**Exercise**. Each entry below must be repeated word for word.

Stored data
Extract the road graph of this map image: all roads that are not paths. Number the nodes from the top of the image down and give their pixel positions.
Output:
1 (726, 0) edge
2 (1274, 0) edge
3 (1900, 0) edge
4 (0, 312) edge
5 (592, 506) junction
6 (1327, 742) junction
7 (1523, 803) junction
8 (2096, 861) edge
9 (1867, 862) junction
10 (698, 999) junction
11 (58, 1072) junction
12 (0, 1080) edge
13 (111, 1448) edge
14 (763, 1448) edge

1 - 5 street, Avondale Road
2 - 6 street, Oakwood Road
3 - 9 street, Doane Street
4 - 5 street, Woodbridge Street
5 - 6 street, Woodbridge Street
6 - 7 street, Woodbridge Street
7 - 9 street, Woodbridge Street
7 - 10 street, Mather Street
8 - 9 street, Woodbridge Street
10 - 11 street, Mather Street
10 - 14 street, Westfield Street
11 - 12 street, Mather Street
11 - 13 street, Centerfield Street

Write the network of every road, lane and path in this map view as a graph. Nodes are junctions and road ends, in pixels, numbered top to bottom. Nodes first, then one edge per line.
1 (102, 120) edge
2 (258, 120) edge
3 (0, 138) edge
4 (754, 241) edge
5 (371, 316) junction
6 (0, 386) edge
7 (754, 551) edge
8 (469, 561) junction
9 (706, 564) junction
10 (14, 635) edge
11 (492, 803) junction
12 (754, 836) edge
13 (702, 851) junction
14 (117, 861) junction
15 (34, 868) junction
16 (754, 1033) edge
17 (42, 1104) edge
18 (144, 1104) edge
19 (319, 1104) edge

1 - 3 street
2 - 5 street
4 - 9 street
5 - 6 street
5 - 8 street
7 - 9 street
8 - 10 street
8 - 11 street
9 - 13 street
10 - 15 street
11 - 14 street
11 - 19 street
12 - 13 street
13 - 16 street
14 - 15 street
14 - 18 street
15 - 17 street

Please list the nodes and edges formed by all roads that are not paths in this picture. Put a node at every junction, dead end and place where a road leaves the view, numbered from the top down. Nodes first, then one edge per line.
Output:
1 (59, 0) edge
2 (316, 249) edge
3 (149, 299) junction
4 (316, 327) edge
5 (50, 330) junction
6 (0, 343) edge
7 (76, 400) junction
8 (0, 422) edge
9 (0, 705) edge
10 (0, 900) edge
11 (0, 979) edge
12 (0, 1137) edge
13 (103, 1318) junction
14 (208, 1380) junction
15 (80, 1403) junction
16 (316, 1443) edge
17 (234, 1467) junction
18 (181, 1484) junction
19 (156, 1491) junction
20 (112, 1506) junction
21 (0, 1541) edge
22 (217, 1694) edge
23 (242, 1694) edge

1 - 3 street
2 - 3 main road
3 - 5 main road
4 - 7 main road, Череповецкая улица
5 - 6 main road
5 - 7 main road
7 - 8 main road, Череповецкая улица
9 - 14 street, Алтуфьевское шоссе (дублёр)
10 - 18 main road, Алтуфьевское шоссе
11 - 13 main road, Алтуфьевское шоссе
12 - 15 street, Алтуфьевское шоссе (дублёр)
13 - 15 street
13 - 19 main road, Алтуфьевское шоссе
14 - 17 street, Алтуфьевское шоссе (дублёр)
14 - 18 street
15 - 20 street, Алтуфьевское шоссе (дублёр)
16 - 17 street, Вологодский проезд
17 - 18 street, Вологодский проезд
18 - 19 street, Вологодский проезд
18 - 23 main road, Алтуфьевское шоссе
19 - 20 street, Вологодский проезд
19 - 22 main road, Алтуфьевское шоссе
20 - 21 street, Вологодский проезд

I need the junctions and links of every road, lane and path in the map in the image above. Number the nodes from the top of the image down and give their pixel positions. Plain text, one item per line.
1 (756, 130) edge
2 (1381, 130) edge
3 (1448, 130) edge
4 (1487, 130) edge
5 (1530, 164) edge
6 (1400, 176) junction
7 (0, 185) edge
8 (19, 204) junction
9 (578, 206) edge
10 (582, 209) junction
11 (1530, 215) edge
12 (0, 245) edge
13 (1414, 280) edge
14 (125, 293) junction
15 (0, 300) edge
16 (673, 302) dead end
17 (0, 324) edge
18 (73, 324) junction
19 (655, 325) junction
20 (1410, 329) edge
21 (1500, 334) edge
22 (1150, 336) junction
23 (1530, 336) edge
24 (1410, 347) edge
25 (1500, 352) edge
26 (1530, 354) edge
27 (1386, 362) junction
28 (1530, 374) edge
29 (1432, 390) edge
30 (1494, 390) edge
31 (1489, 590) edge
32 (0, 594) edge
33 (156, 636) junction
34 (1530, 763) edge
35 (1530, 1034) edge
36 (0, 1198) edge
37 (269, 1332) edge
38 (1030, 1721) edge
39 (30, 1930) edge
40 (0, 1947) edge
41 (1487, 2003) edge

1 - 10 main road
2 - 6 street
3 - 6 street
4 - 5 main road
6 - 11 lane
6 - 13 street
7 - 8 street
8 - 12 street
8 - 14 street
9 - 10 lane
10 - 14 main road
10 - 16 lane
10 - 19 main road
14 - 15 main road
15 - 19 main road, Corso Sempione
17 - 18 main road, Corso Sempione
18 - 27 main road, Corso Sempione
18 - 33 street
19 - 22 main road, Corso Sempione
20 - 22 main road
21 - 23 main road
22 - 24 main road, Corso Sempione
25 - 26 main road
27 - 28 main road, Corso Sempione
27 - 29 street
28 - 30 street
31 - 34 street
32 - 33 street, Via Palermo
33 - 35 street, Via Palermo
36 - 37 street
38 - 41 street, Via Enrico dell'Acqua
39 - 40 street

**Solved exercise**.
Extract the road graph of this map image: all roads that are not paths. Number the nodes from the top of the image down and give their pixel positions.
Output:
1 (726, 0) edge
2 (1274, 0) edge
3 (1900, 0) edge
4 (0, 312) edge
5 (592, 506) junction
6 (1327, 742) junction
7 (1523, 803) junction
8 (2096, 861) edge
9 (1867, 862) junction
10 (698, 999) junction
11 (58, 1072) junction
12 (0, 1080) edge
13 (111, 1448) edge
14 (763, 1448) edge

1 - 5 street, Avondale Road
2 - 6 street, Oakwood Road
3 - 9 street, Doane Street
4 - 5 street, Woodbridge Street
5 - 6 street, Woodbridge Street
6 - 7 street, Woodbridge Street
7 - 9 street, Woodbridge Street
7 - 10 street, Mather Street
8 - 9 street, Woodbridge Street
10 - 11 street, Mather Street
10 - 14 street, Westfield Street
11 - 12 street, Mather Street
11 - 13 street, Centerfield Street

Write the network of every road, lane and path in this map view as a graph. Nodes are junctions and road ends, in pixels, numbered top to bottom. Nodes first, then one edge per line.
1 (102, 120) edge
2 (258, 120) edge
3 (0, 138) edge
4 (754, 241) edge
5 (371, 316) junction
6 (0, 386) edge
7 (754, 551) edge
8 (469, 561) junction
9 (706, 564) junction
10 (14, 635) edge
11 (492, 803) junction
12 (754, 836) edge
13 (702, 851) junction
14 (117, 861) junction
15 (34, 868) junction
16 (754, 1033) edge
17 (42, 1104) edge
18 (144, 1104) edge
19 (319, 1104) edge

1 - 3 street
2 - 5 street
4 - 9 street
5 - 6 street
5 - 8 street
7 - 9 street
8 - 10 street
8 - 11 street
9 - 13 street
10 - 15 street
11 - 14 street
11 - 19 street
12 - 13 street
13 - 16 street
14 - 15 street
14 - 18 street
15 - 17 street

Please list the nodes and edges formed by all roads that are not paths in this picture. Put a node at every junction, dead end and place where a road leaves the view, numbered from the top down. Nodes first, then one edge per line.
Output:
1 (59, 0) edge
2 (316, 249) edge
3 (149, 299) junction
4 (316, 327) edge
5 (50, 330) junction
6 (0, 343) edge
7 (76, 400) junction
8 (0, 422) edge
9 (0, 705) edge
10 (0, 900) edge
11 (0, 979) edge
12 (0, 1137) edge
13 (103, 1318) junction
14 (208, 1380) junction
15 (80, 1403) junction
16 (316, 1443) edge
17 (234, 1467) junction
18 (181, 1484) junction
19 (156, 1491) junction
20 (112, 1506) junction
21 (0, 1541) edge
22 (217, 1694) edge
23 (242, 1694) edge

1 - 3 street
2 - 3 main road
3 - 5 main road
4 - 7 main road, Череповецкая улица
5 - 6 main road
5 - 7 main road
7 - 8 main road, Череповецкая улица
9 - 14 street, Алтуфьевское шоссе (дублёр)
10 - 18 main road, Алтуфьевское шоссе
11 - 13 main road, Алтуфьевское шоссе
12 - 15 street, Алтуфьевское шоссе (дублёр)
13 - 15 street
13 - 19 main road, Алтуфьевское шоссе
14 - 17 street, Алтуфьевское шоссе (дублёр)
14 - 18 street
15 - 20 street, Алтуфьевское шоссе (дублёр)
16 - 17 street, Вологодский проезд
17 - 18 street, Вологодский проезд
18 - 19 street, Вологодский проезд
18 - 23 main road, Алтуфьевское шоссе
19 - 20 street, Вологодский проезд
19 - 22 main road, Алтуфьевское шоссе
20 - 21 street, Вологодский проезд

I need the junctions and links of every road, lane and path in the map in the image above. Number the nodes from the top of the image down and give their pixel positions. Plain text, one item per line.
1 (756, 130) edge
2 (1381, 130) edge
3 (1448, 130) edge
4 (1487, 130) edge
5 (1530, 164) edge
6 (1400, 176) junction
7 (0, 185) edge
8 (19, 204) junction
9 (578, 206) edge
10 (582, 209) junction
11 (1530, 215) edge
12 (0, 245) edge
13 (1414, 280) edge
14 (125, 293) junction
15 (0, 300) edge
16 (673, 302) dead end
17 (0, 324) edge
18 (73, 324) junction
19 (655, 325) junction
20 (1410, 329) edge
21 (1500, 334) edge
22 (1150, 336) junction
23 (1530, 336) edge
24 (1410, 347) edge
25 (1500, 352) edge
26 (1530, 354) edge
27 (1386, 362) junction
28 (1530, 374) edge
29 (1432, 390) edge
30 (1494, 390) edge
31 (1489, 590) edge
32 (0, 594) edge
33 (156, 636) junction
34 (1530, 763) edge
35 (1530, 1034) edge
36 (0, 1198) edge
37 (269, 1332) edge
38 (1030, 1721) edge
39 (30, 1930) edge
40 (0, 1947) edge
41 (1487, 2003) edge

1 - 10 main road
2 - 6 street
3 - 6 street
4 - 5 main road
6 - 11 lane
6 - 13 street
7 - 8 street
8 - 12 street
8 - 14 street
9 - 10 lane
10 - 14 main road
10 - 16 lane
10 - 19 main road
14 - 15 main road
15 - 19 main road, Corso Sempione
17 - 18 main road, Corso Sempione
18 - 27 main road, Corso Sempione
18 - 33 street
19 - 22 main road, Corso Sempione
20 - 22 main road
21 - 23 main road
22 - 24 main road, Corso Sempione
25 - 26 main road
27 - 28 main road, Corso Sempione
27 - 29 street
28 - 30 street
31 - 34 street
32 - 33 street, Via Palermo
33 - 35 street, Via Palermo
36 - 37 street
38 - 41 street, Via Enrico dell'Acqua
39 - 40 street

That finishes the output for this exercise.